The noble Lord, Lord Beecham, said that an impact assessment had said that competition reduced the cost of refuse collection by about 20%. Ours has been brought back in-house since I have been leader and that has saved 20%. While private sector competition should be encouraged, it is not always the route that the final decision should go down.
My Lords, I have an amendment in this group. It is a very important subject and it is a great pity that it has come up at this late hour. I quite understand why my noble friend wished to move it.
Under Article 4, for example, which is recommended on the process we were discussing earlier, you cannot charge fees in those circumstances. You cannot even charge the prior approval application fee. So in those cases, if we had not had that system, we would have been able to get fees of £380,000, whereas we actually got only £19,000 from all this work—on 234 prior approval cases. I do not want to go over all that again; it just accentuates the problem. I agree with my noble friend. I do not see why local authorities should not be permitted to recover the cost of this service.
In our authority, it costs us £1 million to provide this service. That is money that has to be cross-subsidised. So, in effect, while we are being told that we have to charge up to the level—charging old people full price for their services and so forth—developers and people who want to do extensions do not have to pay. The only people who are told that they must be subsidised are developers. It is in fact a pernicious cross-subsidy from adult social services and other key services into providing a cost on planning that is not the true cost.
This is not the occasion to have a long debate, but it is unacceptable that local authorities are not allowed to recover at least that cost—I would not be as ambitious as my noble friend. This is a matter that we must return to.

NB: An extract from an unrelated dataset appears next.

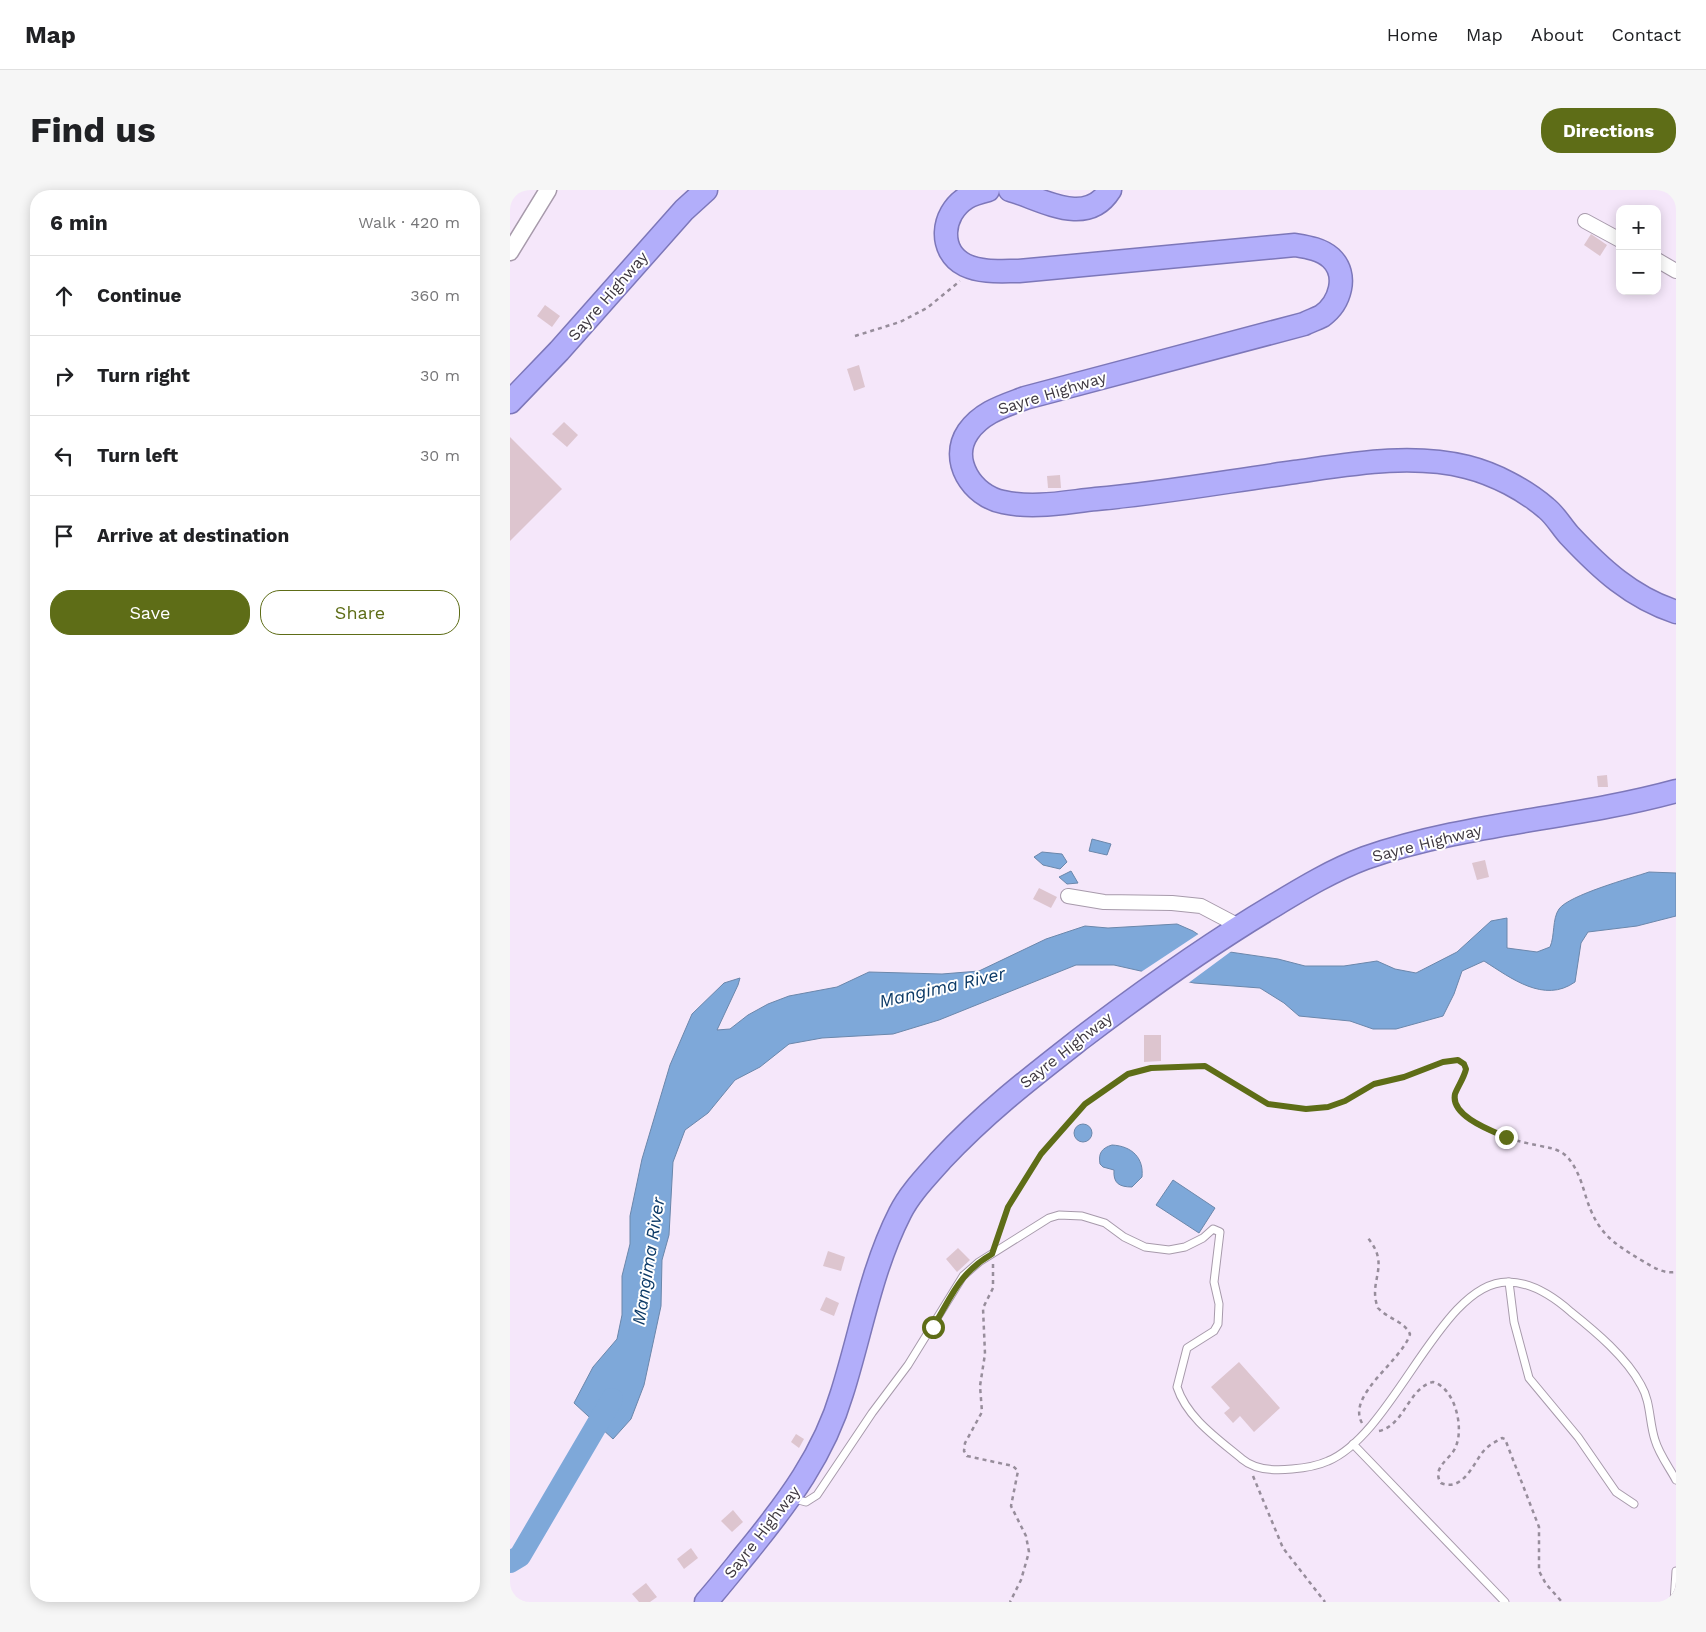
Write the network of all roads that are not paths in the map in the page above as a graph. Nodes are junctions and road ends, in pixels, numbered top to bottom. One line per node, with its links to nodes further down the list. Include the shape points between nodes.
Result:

My Lords, I do not wish to drag this out any longer, but I feel the need to support this amendment given that I am the chairman of the Local Government Association and local government nationally is subsidising the planning system by about £150 million a year. As the noble Lord, Lord True, said, to make money on planning is probably a step too far, but we should certainly be in a position where councils are able to fully recover costs. I know that the previous coalition Government gave the first decent increase in planning fees for a long time, but that was a fair while ago, so it is about time someone looked at the way that we are dealing with planning permissions. I add my support to the previous two speakers to ask the Minister to make sure that when she is speaking to her colleagues this is something that is looked at.
It works in the industry’s interest to have well-resourced planning departments. It enables us to do planning permissions in a stronger, quicker way so that the industry benefits. I do not think anybody would suggest that we should make money on this, but we should certainly be able to fully recover the costs.